[Your task]:
Which lines in the data contain the word "road"? Please copy each of them.

** Provided records follows **

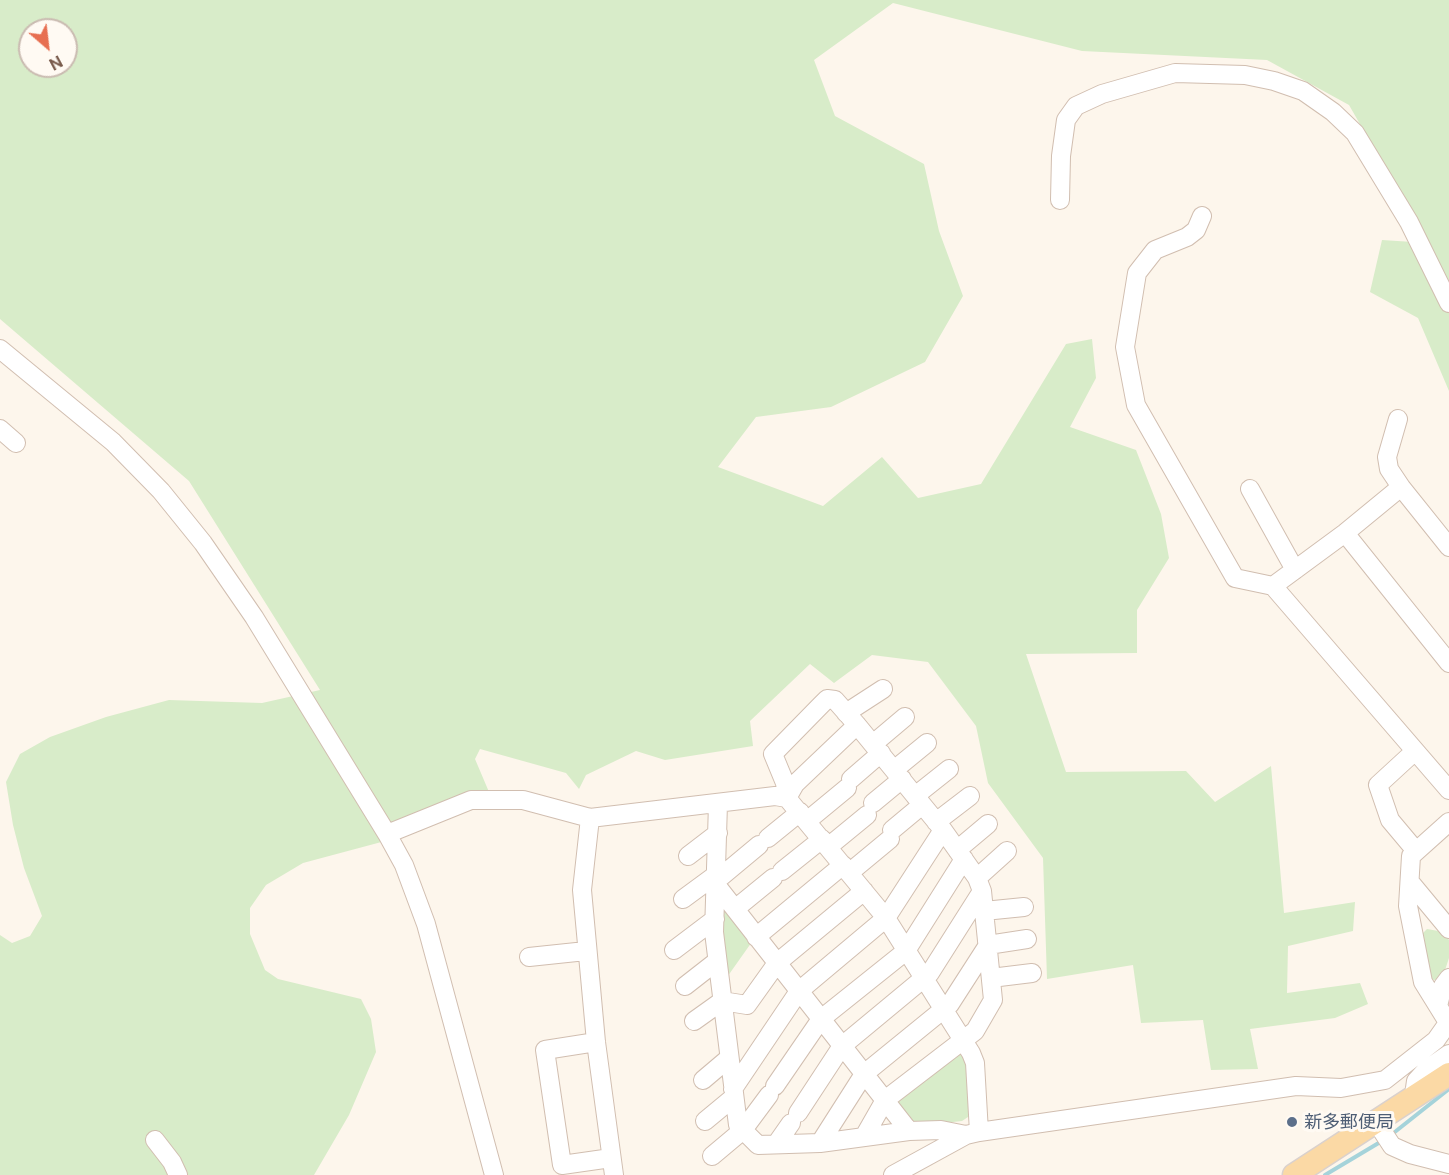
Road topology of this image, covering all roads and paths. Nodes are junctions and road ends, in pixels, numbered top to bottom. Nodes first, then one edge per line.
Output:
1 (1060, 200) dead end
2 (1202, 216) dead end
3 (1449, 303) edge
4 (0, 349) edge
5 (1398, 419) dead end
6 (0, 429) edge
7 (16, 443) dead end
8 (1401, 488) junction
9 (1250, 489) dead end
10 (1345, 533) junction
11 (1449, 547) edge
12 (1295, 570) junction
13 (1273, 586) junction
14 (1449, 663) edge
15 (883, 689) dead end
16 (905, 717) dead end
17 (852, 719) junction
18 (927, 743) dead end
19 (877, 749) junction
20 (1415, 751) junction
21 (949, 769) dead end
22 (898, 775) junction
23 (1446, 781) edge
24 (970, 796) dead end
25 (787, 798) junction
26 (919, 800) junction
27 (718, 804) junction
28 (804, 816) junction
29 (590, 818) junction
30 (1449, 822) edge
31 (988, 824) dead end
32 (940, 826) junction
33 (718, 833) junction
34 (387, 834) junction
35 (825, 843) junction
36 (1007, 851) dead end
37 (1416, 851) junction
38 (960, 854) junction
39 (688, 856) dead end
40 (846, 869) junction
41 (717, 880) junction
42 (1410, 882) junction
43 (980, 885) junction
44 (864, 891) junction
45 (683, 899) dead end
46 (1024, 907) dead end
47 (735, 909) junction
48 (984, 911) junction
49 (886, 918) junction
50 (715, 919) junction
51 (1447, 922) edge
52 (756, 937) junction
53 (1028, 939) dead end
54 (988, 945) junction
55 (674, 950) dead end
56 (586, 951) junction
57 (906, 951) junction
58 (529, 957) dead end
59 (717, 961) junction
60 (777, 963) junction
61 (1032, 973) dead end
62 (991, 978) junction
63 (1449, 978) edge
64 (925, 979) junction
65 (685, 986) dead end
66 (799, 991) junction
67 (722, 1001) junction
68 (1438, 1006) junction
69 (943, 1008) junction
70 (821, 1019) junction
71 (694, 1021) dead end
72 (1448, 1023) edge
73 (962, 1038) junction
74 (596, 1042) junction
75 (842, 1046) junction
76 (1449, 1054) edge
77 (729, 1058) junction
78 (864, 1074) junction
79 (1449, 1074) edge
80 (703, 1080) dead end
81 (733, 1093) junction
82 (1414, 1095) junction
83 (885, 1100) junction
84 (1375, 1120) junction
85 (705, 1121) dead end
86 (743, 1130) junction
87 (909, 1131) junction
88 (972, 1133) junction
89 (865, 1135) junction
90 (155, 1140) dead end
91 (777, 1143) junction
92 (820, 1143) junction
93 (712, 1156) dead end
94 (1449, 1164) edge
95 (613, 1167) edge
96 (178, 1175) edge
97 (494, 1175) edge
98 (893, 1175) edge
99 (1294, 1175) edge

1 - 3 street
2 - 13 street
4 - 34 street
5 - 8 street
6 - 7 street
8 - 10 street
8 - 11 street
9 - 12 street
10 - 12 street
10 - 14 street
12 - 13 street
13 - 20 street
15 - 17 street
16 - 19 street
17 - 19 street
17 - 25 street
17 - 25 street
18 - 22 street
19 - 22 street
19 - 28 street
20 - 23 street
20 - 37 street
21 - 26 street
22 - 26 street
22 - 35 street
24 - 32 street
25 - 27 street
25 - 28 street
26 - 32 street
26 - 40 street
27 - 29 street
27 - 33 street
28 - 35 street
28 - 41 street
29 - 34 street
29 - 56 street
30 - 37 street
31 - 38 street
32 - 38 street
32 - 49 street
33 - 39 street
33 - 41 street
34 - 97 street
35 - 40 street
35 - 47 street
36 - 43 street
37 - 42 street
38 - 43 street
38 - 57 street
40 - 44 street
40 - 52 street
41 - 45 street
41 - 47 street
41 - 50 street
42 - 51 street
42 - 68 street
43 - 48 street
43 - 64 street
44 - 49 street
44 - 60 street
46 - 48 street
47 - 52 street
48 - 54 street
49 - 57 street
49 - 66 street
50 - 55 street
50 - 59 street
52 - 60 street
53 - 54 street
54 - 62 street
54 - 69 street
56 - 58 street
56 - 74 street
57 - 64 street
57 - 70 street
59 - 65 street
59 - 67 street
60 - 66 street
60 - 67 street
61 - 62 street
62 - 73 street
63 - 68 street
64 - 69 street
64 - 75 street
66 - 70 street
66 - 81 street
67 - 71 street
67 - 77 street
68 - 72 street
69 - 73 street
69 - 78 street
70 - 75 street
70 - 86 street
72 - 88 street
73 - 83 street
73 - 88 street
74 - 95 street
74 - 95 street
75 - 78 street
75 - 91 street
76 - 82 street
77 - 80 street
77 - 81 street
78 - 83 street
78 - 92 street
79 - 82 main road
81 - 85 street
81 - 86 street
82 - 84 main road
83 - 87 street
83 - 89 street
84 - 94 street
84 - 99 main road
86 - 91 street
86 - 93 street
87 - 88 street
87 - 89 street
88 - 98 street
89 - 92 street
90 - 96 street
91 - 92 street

** End of Provided records **

[Task answer]:
Road topology of this image, covering all roads and paths. Nodes are junctions and road ends, in pixels, numbered top to bottom. Nodes first, then one edge per line.
79 - 82 main road
82 - 84 main road
84 - 99 main road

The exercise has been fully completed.